- **Collected data**

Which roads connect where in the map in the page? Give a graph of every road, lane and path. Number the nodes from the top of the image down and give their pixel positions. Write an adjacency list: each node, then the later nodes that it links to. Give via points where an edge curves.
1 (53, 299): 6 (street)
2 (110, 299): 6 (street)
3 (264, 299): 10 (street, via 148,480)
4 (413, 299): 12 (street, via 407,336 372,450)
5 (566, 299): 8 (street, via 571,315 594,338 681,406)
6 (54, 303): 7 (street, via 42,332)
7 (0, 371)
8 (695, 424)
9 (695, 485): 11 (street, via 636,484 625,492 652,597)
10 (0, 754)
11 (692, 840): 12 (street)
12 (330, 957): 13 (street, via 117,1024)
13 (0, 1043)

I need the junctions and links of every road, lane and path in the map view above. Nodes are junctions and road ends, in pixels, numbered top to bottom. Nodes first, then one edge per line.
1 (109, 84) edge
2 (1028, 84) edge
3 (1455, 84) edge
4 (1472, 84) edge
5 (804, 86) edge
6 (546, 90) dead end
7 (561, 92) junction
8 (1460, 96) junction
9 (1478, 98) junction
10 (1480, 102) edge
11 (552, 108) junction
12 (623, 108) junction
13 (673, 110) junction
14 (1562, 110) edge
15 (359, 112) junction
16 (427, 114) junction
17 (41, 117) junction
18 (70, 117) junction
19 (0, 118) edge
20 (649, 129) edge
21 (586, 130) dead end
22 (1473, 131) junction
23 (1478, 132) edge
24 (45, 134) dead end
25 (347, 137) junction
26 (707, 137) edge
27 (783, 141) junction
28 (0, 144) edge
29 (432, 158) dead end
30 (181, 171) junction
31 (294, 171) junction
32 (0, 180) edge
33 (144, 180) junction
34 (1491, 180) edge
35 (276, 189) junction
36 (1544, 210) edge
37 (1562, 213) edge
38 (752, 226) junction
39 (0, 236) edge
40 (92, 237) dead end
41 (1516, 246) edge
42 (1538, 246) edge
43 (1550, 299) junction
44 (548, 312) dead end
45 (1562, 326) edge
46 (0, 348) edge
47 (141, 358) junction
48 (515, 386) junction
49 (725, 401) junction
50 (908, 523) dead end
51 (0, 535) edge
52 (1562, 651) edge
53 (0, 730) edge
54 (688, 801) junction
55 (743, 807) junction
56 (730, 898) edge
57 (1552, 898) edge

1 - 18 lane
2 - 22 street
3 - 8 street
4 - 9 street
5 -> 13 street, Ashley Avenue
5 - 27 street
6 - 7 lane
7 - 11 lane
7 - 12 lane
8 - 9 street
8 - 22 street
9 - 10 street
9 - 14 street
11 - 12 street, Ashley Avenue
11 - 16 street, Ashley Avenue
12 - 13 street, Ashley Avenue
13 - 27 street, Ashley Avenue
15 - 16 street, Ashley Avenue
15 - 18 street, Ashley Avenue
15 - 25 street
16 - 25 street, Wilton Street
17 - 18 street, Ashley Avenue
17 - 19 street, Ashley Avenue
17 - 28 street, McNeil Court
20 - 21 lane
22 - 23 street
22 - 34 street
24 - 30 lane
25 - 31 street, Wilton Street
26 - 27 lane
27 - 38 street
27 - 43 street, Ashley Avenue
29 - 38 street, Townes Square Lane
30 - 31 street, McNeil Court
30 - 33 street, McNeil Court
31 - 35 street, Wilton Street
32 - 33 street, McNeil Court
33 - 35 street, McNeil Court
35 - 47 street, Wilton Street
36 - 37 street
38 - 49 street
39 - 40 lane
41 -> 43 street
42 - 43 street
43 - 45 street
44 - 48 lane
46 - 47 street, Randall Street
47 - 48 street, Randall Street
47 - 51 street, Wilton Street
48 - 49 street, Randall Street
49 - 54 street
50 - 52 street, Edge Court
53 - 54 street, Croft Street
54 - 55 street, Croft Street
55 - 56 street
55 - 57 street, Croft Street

- **Exercise**
A precise copy of all the records is needed.

- **Answer area**
Which roads connect where in the map in the page? Give a graph of every road, lane and path. Number the nodes from the top of the image down and give their pixel positions. Write an adjacency list: each node, then the later nodes that it links to. Give via points where an edge curves.
1 (53, 299): 6 (street)
2 (110, 299): 6 (street)
3 (264, 299): 10 (street, via 148,480)
4 (413, 299): 12 (street, via 407,336 372,450)
5 (566, 299): 8 (street, via 571,315 594,338 681,406)
6 (54, 303): 7 (street, via 42,332)
7 (0, 371)
8 (695, 424)
9 (695, 485): 11 (street, via 636,484 625,492 652,597)
10 (0, 754)
11 (692, 840): 12 (street)
12 (330, 957): 13 (street, via 117,1024)
13 (0, 1043)

I need the junctions and links of every road, lane and path in the map view above. Nodes are junctions and road ends, in pixels, numbered top to bottom. Nodes first, then one edge per line.
1 (109, 84) edge
2 (1028, 84) edge
3 (1455, 84) edge
4 (1472, 84) edge
5 (804, 86) edge
6 (546, 90) dead end
7 (561, 92) junction
8 (1460, 96) junction
9 (1478, 98) junction
10 (1480, 102) edge
11 (552, 108) junction
12 (623, 108) junction
13 (673, 110) junction
14 (1562, 110) edge
15 (359, 112) junction
16 (427, 114) junction
17 (41, 117) junction
18 (70, 117) junction
19 (0, 118) edge
20 (649, 129) edge
21 (586, 130) dead end
22 (1473, 131) junction
23 (1478, 132) edge
24 (45, 134) dead end
25 (347, 137) junction
26 (707, 137) edge
27 (783, 141) junction
28 (0, 144) edge
29 (432, 158) dead end
30 (181, 171) junction
31 (294, 171) junction
32 (0, 180) edge
33 (144, 180) junction
34 (1491, 180) edge
35 (276, 189) junction
36 (1544, 210) edge
37 (1562, 213) edge
38 (752, 226) junction
39 (0, 236) edge
40 (92, 237) dead end
41 (1516, 246) edge
42 (1538, 246) edge
43 (1550, 299) junction
44 (548, 312) dead end
45 (1562, 326) edge
46 (0, 348) edge
47 (141, 358) junction
48 (515, 386) junction
49 (725, 401) junction
50 (908, 523) dead end
51 (0, 535) edge
52 (1562, 651) edge
53 (0, 730) edge
54 (688, 801) junction
55 (743, 807) junction
56 (730, 898) edge
57 (1552, 898) edge

1 - 18 lane
2 - 22 street
3 - 8 street
4 - 9 street
5 -> 13 street, Ashley Avenue
5 - 27 street
6 - 7 lane
7 - 11 lane
7 - 12 lane
8 - 9 street
8 - 22 street
9 - 10 street
9 - 14 street
11 - 12 street, Ashley Avenue
11 - 16 street, Ashley Avenue
12 - 13 street, Ashley Avenue
13 - 27 street, Ashley Avenue
15 - 16 street, Ashley Avenue
15 - 18 street, Ashley Avenue
15 - 25 street
16 - 25 street, Wilton Street
17 - 18 street, Ashley Avenue
17 - 19 street, Ashley Avenue
17 - 28 street, McNeil Court
20 - 21 lane
22 - 23 street
22 - 34 street
24 - 30 lane
25 - 31 street, Wilton Street
26 - 27 lane
27 - 38 street
27 - 43 street, Ashley Avenue
29 - 38 street, Townes Square Lane
30 - 31 street, McNeil Court
30 - 33 street, McNeil Court
31 - 35 street, Wilton Street
32 - 33 street, McNeil Court
33 - 35 street, McNeil Court
35 - 47 street, Wilton Street
36 - 37 street
38 - 49 street
39 - 40 lane
41 -> 43 street
42 - 43 street
43 - 45 street
44 - 48 lane
46 - 47 street, Randall Street
47 - 48 street, Randall Street
47 - 51 street, Wilton Street
48 - 49 street, Randall Street
49 - 54 street
50 - 52 street, Edge Court
53 - 54 street, Croft Street
54 - 55 street, Croft Street
55 - 56 street
55 - 57 street, Croft Street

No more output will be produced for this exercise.